Remarks at a UN Security Council High-Level Open Debate on the Key Role of Strategic Communications for Efficient Peacekeeping

Ambassador Richard Mills
Deputy U.S. Representative to the United Nations
New York, New York
July 12, 2022


Thank you, Mr. Minister, and thank you for convening this discussion today, and to all the briefers for your insightful contributions. My delegation found the comments of Ms. Russo on gender and its value in use in strategic communications particularly thought-provoking, so I thank you for those. The United States welcomes this forum as important on such a timely and critical issue, and we thank Brazil for its leadership.

I begin by echoing what many have underscored today, strategic communications are critical to ensuring effective implementation of peacekeeping mandates, enhancing the safety and security of our peacekeepers, advancing a comprehensive approach to the protection of civilians, as well as the Women, Peace, and Security agenda, and to building trust among local communities, which is so important, as our briefers have emphasized.

As the Secretary-General’s Action for Peacekeeping Plus initiative clearly outlines, peacekeeping missions can help improve relationships with local stakeholders by publicly promoting successes, managing the local population’s expectations, and addressing disinformation and misinformation that obstruct mandate implementation and ultimately threatens the safety and the security of peacekeepers.

Fundamentally, any peacekeeping mission’s ability to engage in effective strategic communications rests on that mission’s ability to know what is happening on the ground and to produce timely and accurate reporting.  This establishes UN missions’ reputations as a credible and impartial source of information – and that reputation is essential for UN missions to achieve every other strategic communications objective.

We welcome the ongoing efforts by the Secretariat to bolster strategic communications capacities, both at UN Headquarters and in the field. And in that regard we welcome the Secretary-General’s proposals and recommendations this morning.

This need is particularly pressing in the Central African Republic and Mali, where disinformation targeting MINUSCA and MINUSMA threatens peacekeeper safety and security and has undermined those missions’ abilities to protect civilians, investigate human rights violations and abuses, and facilitate political dialogue.

In that regard, my delegation takes note of the comments of the UK delegation this morning, noting that misinformation and disinformation has increased in both countries since the arrival of the Kremlin-backed Wagner Group in both countries. Mere coincidence? Causal link? We’ll let each member and troop-contributing country make its own decision.

But for that reason, I’m pleased to point to MINUSCA’s weekly UN radio show as a best practice.

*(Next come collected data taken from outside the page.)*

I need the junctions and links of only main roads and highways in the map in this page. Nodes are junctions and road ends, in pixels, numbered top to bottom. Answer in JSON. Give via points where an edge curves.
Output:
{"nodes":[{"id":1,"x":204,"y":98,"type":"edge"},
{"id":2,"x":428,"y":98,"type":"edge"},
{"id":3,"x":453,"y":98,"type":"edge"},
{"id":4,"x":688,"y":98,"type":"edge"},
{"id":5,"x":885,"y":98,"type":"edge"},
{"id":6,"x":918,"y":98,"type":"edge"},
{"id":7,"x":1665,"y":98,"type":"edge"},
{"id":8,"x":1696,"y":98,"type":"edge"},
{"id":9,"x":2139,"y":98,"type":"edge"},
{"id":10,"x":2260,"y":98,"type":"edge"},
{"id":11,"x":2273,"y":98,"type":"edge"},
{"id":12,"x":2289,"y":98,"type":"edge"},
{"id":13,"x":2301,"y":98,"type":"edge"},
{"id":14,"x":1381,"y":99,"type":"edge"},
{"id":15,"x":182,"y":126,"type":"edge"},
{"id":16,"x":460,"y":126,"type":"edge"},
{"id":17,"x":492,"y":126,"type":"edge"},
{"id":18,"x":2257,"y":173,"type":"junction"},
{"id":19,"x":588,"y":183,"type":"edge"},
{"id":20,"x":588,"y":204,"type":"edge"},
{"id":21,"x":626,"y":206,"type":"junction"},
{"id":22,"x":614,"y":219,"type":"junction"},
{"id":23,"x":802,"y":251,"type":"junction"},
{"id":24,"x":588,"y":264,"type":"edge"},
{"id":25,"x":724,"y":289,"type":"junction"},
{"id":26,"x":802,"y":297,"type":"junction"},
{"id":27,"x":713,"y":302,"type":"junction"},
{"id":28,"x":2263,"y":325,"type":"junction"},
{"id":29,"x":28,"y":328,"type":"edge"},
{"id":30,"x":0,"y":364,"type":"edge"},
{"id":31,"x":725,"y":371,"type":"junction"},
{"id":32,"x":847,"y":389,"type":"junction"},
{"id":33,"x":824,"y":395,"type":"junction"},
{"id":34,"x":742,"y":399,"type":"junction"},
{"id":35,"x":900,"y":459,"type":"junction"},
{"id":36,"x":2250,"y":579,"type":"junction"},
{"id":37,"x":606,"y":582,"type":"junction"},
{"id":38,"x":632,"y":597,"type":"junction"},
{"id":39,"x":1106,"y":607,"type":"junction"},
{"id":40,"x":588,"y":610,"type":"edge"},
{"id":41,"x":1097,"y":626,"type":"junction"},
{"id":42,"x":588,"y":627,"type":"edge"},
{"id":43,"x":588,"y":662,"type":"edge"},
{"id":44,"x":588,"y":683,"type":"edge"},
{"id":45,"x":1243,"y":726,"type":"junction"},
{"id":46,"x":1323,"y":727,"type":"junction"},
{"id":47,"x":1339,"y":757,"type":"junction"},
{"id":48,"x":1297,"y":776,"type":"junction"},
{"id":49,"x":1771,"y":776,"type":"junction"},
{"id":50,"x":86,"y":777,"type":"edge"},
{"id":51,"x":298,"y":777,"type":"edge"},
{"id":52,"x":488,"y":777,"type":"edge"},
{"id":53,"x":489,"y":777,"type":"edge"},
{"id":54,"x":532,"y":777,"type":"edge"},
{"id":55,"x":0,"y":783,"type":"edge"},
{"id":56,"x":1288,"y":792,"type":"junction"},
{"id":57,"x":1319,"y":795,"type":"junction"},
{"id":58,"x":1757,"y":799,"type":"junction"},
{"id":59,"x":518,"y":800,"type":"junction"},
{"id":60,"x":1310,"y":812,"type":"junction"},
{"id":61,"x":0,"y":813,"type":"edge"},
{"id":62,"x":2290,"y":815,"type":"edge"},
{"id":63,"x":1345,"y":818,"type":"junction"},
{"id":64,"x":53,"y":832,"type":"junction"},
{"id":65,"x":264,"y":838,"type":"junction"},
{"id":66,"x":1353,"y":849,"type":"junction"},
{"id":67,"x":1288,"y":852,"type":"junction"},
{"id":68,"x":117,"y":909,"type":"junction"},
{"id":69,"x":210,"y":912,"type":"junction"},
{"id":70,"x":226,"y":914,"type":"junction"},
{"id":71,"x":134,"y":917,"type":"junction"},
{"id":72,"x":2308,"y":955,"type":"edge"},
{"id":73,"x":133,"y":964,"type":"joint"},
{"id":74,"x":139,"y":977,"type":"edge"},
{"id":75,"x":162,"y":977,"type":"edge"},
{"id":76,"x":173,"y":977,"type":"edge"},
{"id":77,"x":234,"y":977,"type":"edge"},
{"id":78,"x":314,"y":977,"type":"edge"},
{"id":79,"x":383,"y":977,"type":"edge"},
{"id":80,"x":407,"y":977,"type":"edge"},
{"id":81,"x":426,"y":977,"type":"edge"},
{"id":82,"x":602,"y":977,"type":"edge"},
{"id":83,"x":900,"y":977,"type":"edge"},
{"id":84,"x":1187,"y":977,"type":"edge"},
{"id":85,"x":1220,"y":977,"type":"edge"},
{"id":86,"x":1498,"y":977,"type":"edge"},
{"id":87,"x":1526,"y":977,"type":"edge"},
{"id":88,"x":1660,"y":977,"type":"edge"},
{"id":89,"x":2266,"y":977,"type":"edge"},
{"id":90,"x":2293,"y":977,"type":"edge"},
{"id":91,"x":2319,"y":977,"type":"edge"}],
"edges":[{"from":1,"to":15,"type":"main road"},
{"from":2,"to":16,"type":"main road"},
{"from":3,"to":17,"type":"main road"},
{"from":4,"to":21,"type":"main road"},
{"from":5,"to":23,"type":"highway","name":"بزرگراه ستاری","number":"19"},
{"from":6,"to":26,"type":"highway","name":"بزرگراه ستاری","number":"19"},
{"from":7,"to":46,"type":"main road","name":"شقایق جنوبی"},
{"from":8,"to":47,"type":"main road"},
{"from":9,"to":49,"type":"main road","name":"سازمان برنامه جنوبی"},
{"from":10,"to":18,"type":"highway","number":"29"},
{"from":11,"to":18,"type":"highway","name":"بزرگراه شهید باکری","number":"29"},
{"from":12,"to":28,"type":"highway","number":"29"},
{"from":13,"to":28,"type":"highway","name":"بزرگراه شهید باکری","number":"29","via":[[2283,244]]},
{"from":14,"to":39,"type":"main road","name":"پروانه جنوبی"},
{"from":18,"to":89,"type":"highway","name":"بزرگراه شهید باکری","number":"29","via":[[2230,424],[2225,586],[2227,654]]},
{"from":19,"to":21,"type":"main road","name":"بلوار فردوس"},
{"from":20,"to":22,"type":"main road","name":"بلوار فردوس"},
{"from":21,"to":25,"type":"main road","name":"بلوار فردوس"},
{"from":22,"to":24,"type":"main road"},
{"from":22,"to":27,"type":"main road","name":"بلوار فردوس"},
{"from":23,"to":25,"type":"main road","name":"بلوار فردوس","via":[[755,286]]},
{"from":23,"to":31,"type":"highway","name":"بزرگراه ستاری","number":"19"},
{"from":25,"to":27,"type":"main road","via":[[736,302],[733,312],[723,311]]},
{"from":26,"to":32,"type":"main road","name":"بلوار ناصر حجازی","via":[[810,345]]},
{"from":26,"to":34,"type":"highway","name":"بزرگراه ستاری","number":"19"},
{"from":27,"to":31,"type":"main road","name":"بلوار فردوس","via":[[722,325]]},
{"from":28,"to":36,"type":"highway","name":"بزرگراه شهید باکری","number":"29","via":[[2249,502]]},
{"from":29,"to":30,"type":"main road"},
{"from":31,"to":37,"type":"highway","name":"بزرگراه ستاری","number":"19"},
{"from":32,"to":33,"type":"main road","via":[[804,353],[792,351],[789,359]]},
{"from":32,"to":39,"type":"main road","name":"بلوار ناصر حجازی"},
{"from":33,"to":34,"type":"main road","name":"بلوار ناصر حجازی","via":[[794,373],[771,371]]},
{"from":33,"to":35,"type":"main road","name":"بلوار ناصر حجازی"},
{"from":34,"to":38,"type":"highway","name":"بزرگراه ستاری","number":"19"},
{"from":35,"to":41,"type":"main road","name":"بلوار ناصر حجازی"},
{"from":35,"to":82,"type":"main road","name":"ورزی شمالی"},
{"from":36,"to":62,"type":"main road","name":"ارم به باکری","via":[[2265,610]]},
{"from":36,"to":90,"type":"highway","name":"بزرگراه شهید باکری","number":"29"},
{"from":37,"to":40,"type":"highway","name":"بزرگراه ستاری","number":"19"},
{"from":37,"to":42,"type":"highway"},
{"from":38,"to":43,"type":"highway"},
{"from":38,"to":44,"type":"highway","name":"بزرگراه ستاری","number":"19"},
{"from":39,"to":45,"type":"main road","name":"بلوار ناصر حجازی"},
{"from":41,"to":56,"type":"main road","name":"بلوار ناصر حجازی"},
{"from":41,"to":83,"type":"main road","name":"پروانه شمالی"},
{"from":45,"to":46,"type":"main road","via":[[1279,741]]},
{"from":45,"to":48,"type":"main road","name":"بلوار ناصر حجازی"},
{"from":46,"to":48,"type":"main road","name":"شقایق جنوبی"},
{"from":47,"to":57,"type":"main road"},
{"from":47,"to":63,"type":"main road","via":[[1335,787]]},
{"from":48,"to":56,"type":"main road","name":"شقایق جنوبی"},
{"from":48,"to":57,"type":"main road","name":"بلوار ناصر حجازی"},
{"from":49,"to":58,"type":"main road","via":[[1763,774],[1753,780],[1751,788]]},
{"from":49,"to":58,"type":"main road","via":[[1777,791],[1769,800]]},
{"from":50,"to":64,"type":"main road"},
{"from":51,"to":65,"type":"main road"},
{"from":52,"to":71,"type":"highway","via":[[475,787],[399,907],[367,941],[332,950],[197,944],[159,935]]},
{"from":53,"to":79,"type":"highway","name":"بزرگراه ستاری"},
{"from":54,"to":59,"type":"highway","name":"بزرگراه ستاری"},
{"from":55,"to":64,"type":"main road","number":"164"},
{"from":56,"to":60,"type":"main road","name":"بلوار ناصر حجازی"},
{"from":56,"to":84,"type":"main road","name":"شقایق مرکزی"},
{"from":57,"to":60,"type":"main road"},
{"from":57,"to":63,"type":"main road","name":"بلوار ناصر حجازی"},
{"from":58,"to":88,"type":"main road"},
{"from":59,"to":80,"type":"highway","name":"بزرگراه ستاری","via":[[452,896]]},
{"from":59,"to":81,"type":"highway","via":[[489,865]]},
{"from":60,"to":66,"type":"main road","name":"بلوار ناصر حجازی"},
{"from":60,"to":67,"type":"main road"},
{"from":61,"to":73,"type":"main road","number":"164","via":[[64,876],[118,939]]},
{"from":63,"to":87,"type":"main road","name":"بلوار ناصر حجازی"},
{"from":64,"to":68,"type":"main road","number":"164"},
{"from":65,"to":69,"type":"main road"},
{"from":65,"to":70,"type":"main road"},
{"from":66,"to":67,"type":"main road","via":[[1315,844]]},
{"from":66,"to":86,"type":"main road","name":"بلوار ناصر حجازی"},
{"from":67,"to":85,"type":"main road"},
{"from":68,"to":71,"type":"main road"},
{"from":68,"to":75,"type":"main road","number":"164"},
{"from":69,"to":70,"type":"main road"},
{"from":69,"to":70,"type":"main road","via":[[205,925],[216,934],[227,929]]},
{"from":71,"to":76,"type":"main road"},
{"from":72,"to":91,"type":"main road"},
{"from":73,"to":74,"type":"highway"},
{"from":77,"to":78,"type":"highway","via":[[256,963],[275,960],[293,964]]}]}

As others have mentioned, this show provides a really useful platform for mission leadership, UN agencies, Central African authorities, and locals to dispel rumors and counter disinformation about MINUSCA’s mandate and activities. However, the challenges in CAR are considerable, and we must expand and amplify these efforts.

The United States firmly condemns disinformation campaigns and incitement to violence against peacekeepers, which contributes to a climate of mistrust, impedes mandate implementation, and undermines the UN’s core mission of maintaining international peace and security.

To mitigate these risks, effective communication strategies, as we’ve heard, must engage local media and other actors, proactively shape the mission’s public messaging in ways that will resonate with the local population, and address disinformation and misinformation head-on.

The UN Secretariat and peacekeeping missions may benefit from efforts to monitor sources of disinformation and misinformation and analyze country-specific and regional trends. Gathering such information at the mission and headquarters level would equip the UN to calibrate appropriate strategic communications initiatives to address this kind of disinformation and misinformation.

In conclusion, Mr. Minister, once again, we thank Brazil for your leadership on this important issue. We look forward to working closely with Brazil and other partners to ensure that the peacekeepers we send into harm’s way are equipped with the needed strategic communications tools to fulfill their missions.

Thank you very much.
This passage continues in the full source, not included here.